It's how our people make the difference every day. KPMG, make the difference. Learn more at www.kpmg.us slash insights. Here's your money briefing for Tuesday, June 17th. I'm Oyen Adoyen for The Wall Street Journal.

The U.S. dollar is one of the most powerful currencies in the world. Recently, its value has been dropping. That has implications for investors. There is so much speculation now about whether the dollar and our T-bills and our long-term debt are still the safest assets in the world to pile into.

And with all of this uncertainty regarding tariffs, and it's a really important thing to watch. We'll talk with finance professor Derek Horstmeyer about why we should all be keeping an eye on the U.S. dollar right now. That's after the break. ♪

With leading networking and connectivity, advanced cybersecurity and expert partnership, Comcast Business helps turn today's enterprises into engines of modern business. Powering the engine of modern business. Powering possibilities. Restrictions apply. The U.S. dollar has tumbled in value over the past few months. Amid tariff turbulence and economic uncertainty, many on Wall Street are hoping that the trade deals the U.S. is striking with other countries will help the dollar bounce back.

Derek Horstmeyer is a professor of finance at George Mason University. He also wrote a recent piece for the Wall Street Journal where he and his team ran the numbers on how some stocks perform when the dollar weakens. Derek, before we go into what this means for investors, why should our listeners care about the dollar falling in value?

Well, the dollar falling has a significant impact on risk assets in our economy. First off, we see that if the dollar falls in value, international stocks seem to do the best.

Vice versa, if the dollar increases in value, we see that U.S. small caps tend to do the best. That's pretty interesting. Historically, what is the relationship between stocks and the dollar? I'm trying to get a better understanding of why we see this inverse relationship.

In general, if the US dollar goes down, the reason why we see international stocks do better is purely an exchange rate phenomenon. If you have an international stock and they, let's say, are mostly operating in euros, once they convert their euros over to a weaker dollar, here in the US, we see those stock prices go up because obviously our US markets are quoted in US dollars.

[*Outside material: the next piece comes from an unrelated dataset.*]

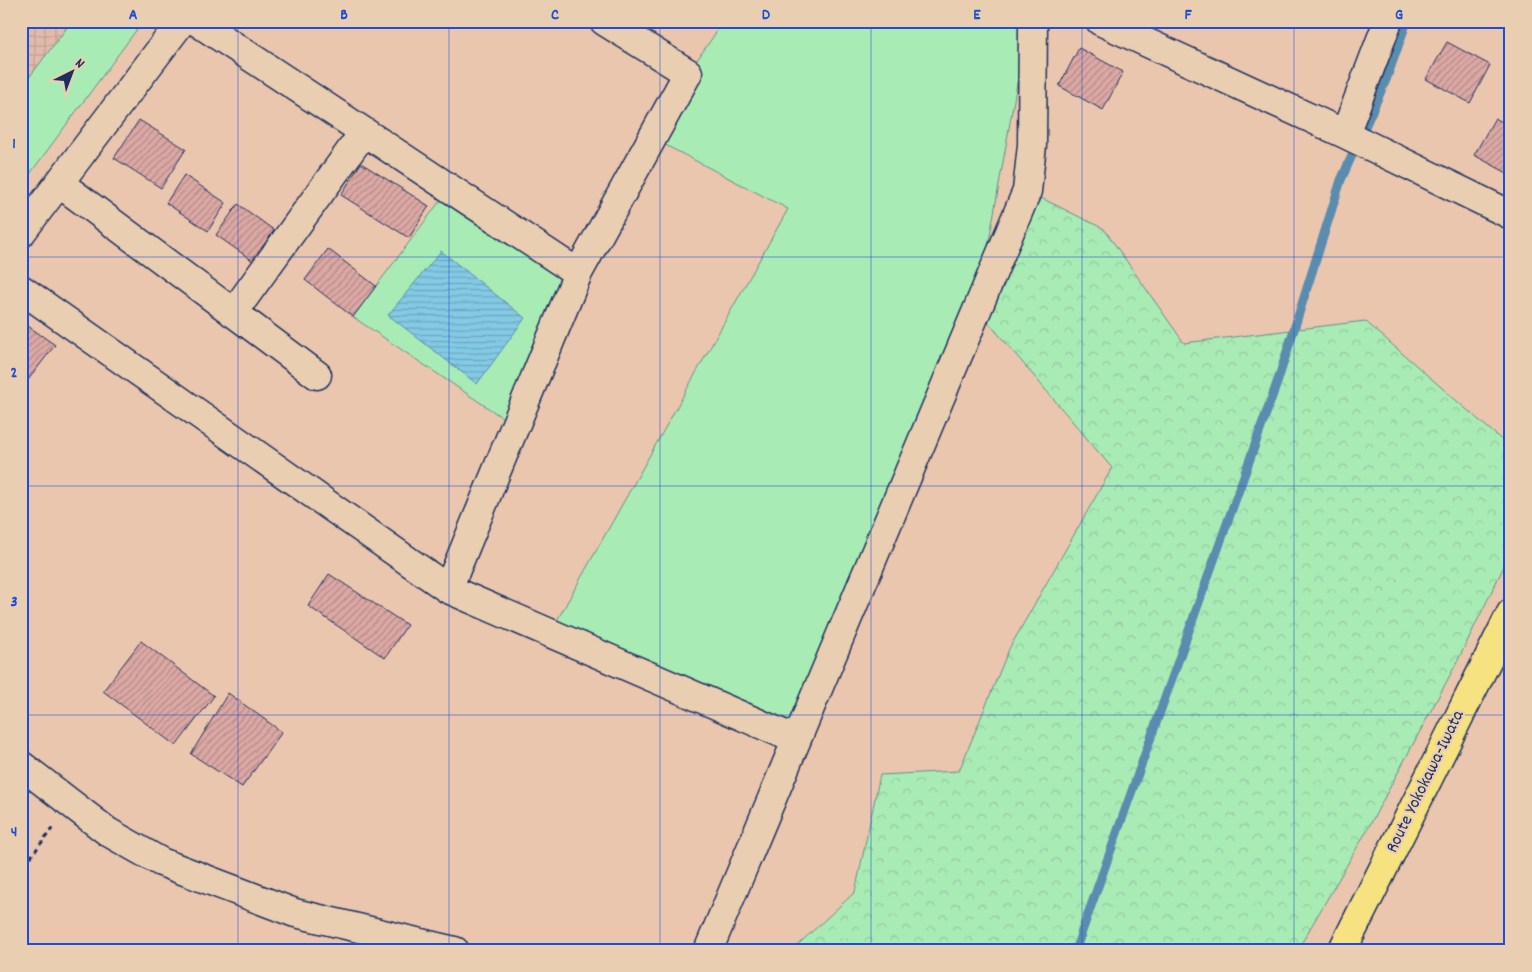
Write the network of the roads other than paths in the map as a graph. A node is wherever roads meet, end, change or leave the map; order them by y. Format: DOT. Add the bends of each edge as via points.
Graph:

So for investors who are concerned about the dollar going down, where should they have their money right now? The biggest spread that we see between when the dollar goes up and when the dollar goes down, again, is in international stocks. So this would be foreign ETFs, U.S. dollar denominated. So if you can find an ETF that tracks European companies or Asian companies or even a large conglomerate of companies, that typically is the best. So

In such cases, we would see if the dollar went up in a given month, international stocks here in the U.S. tend to move just about 0%, so they don't move at all. But if the dollar goes down in a given month, international stocks move about 2.5%. So that's the biggest spread that we saw in our results. That's fascinating. How about those who are holding out hope the dollar is going to bounce back?

If the dollar bounces back, your best bet is to stay local. So this is companies that produce and have their revenue here in the U.S. The best bet there are usually U.S. small cap. So let's say like the Russell 2000. In those cases, we see companies that are operating locally.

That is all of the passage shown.